§ **What to do**: Give the records again in full, exactly as they are.

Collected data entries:
▬▬▬▬▬▬

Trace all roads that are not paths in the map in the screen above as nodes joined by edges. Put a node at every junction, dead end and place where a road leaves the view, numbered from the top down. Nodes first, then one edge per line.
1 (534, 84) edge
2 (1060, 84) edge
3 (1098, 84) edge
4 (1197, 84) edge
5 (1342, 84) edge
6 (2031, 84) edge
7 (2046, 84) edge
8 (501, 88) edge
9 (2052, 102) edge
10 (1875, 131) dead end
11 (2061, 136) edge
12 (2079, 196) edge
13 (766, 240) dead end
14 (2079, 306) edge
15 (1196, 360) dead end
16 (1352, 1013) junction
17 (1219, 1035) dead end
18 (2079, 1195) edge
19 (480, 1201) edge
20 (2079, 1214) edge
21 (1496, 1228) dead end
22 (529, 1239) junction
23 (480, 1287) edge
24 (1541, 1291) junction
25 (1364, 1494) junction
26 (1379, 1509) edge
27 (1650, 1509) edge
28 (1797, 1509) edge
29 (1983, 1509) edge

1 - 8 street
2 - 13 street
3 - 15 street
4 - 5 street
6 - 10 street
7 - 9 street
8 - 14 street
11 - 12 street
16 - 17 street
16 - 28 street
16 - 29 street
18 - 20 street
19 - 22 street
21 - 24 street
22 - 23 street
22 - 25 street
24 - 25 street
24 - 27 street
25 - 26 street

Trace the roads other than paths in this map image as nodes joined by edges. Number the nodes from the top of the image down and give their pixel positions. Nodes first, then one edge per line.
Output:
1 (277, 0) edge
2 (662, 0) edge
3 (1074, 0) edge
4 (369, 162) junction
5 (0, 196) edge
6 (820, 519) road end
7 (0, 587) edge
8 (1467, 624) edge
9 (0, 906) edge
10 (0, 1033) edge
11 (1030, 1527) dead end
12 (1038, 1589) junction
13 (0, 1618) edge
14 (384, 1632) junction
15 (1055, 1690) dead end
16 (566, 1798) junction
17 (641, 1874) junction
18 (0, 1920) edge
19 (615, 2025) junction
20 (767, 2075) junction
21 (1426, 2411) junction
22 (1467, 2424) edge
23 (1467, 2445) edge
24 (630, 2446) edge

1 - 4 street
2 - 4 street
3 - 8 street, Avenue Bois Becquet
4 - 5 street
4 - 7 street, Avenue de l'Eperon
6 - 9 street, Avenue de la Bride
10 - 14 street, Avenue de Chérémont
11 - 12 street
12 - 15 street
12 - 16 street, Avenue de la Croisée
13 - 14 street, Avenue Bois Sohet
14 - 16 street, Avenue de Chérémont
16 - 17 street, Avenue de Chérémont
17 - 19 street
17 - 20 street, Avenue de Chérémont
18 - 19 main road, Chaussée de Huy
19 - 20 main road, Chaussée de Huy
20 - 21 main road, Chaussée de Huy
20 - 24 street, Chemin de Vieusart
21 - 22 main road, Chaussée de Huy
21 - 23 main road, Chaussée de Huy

▬▬▬▬▬▬

§ **Response to this task**:
Trace all roads that are not paths in the map in the screen above as nodes joined by edges. Put a node at every junction, dead end and place where a road leaves the view, numbered from the top down. Nodes first, then one edge per line.
1 (534, 84) edge
2 (1060, 84) edge
3 (1098, 84) edge
4 (1197, 84) edge
5 (1342, 84) edge
6 (2031, 84) edge
7 (2046, 84) edge
8 (501, 88) edge
9 (2052, 102) edge
10 (1875, 131) dead end
11 (2061, 136) edge
12 (2079, 196) edge
13 (766, 240) dead end
14 (2079, 306) edge
15 (1196, 360) dead end
16 (1352, 1013) junction
17 (1219, 1035) dead end
18 (2079, 1195) edge
19 (480, 1201) edge
20 (2079, 1214) edge
21 (1496, 1228) dead end
22 (529, 1239) junction
23 (480, 1287) edge
24 (1541, 1291) junction
25 (1364, 1494) junction
26 (1379, 1509) edge
27 (1650, 1509) edge
28 (1797, 1509) edge
29 (1983, 1509) edge

1 - 8 street
2 - 13 street
3 - 15 street
4 - 5 street
6 - 10 street
7 - 9 street
8 - 14 street
11 - 12 street
16 - 17 street
16 - 28 street
16 - 29 street
18 - 20 street
19 - 22 street
21 - 24 street
22 - 23 street
22 - 25 street
24 - 25 street
24 - 27 street
25 - 26 street

Trace the roads other than paths in this map image as nodes joined by edges. Number the nodes from the top of the image down and give their pixel positions. Nodes first, then one edge per line.
Output:
1 (277, 0) edge
2 (662, 0) edge
3 (1074, 0) edge
4 (369, 162) junction
5 (0, 196) edge
6 (820, 519) road end
7 (0, 587) edge
8 (1467, 624) edge
9 (0, 906) edge
10 (0, 1033) edge
11 (1030, 1527) dead end
12 (1038, 1589) junction
13 (0, 1618) edge
14 (384, 1632) junction
15 (1055, 1690) dead end
16 (566, 1798) junction
17 (641, 1874) junction
18 (0, 1920) edge
19 (615, 2025) junction
20 (767, 2075) junction
21 (1426, 2411) junction
22 (1467, 2424) edge
23 (1467, 2445) edge
24 (630, 2446) edge

1 - 4 street
2 - 4 street
3 - 8 street, Avenue Bois Becquet
4 - 5 street
4 - 7 street, Avenue de l'Eperon
6 - 9 street, Avenue de la Bride
10 - 14 street, Avenue de Chérémont
11 - 12 street
12 - 15 street
12 - 16 street, Avenue de la Croisée
13 - 14 street, Avenue Bois Sohet
14 - 16 street, Avenue de Chérémont
16 - 17 street, Avenue de Chérémont
17 - 19 street
17 - 20 street, Avenue de Chérémont
18 - 19 main road, Chaussée de Huy
19 - 20 main road, Chaussée de Huy
20 - 21 main road, Chaussée de Huy
20 - 24 street, Chemin de Vieusart
21 - 22 main road, Chaussée de Huy
21 - 23 main road, Chaussée de Huy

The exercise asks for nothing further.